=== DATA FOR THE TASK ===

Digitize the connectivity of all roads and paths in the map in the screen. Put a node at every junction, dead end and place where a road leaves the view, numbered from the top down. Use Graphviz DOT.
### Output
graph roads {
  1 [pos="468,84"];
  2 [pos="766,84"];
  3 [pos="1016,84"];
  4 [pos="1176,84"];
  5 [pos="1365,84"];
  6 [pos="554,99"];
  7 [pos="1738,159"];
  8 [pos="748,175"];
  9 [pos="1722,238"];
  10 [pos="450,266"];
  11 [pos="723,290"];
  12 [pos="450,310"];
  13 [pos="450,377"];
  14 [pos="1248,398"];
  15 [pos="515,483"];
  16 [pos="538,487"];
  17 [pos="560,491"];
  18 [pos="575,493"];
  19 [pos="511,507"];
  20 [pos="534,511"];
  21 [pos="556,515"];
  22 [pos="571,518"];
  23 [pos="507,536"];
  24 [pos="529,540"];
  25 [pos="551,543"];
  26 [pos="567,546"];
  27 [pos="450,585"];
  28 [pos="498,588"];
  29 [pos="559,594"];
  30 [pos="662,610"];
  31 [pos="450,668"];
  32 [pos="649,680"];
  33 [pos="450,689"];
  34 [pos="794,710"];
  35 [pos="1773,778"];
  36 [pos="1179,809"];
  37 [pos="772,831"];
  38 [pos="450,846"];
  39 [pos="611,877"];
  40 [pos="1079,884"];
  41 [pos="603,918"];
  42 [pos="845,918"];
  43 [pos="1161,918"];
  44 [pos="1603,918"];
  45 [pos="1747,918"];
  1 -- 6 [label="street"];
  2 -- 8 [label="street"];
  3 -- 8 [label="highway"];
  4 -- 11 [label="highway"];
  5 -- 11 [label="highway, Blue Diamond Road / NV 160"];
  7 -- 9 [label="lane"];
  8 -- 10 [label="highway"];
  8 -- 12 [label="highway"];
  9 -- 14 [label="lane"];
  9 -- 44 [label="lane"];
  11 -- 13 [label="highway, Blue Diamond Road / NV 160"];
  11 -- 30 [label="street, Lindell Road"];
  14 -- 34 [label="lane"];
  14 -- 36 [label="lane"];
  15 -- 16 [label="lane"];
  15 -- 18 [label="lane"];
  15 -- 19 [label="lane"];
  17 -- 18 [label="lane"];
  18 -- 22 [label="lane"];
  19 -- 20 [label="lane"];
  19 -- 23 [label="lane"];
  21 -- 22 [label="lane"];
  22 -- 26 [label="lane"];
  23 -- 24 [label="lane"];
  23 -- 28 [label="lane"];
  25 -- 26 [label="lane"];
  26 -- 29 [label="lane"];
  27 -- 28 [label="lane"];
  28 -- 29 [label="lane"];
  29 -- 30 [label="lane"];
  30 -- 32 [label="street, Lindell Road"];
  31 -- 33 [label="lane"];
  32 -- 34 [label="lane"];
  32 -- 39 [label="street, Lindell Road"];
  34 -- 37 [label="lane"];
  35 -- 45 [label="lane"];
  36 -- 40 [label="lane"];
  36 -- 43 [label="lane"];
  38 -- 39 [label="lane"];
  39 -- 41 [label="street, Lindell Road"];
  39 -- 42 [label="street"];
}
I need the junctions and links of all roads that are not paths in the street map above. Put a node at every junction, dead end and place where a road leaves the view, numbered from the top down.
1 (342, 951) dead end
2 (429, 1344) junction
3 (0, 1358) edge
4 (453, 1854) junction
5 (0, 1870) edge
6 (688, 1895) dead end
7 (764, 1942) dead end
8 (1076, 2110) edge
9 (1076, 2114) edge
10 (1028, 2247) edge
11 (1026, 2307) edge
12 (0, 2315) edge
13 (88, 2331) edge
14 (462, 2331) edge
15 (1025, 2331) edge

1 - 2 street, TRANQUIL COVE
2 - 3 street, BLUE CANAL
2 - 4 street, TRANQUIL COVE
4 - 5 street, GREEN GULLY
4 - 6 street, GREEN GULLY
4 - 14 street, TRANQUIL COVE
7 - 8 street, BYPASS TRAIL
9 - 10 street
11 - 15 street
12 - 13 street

===

PROMPT -
Check each line of the records for the string "TRANQUIL" and copy those that have it.

RESULT FOR THIS EXERCISE -
1 - 2 street, TRANQUIL COVE
2 - 4 street, TRANQUIL COVE
4 - 14 street, TRANQUIL COVE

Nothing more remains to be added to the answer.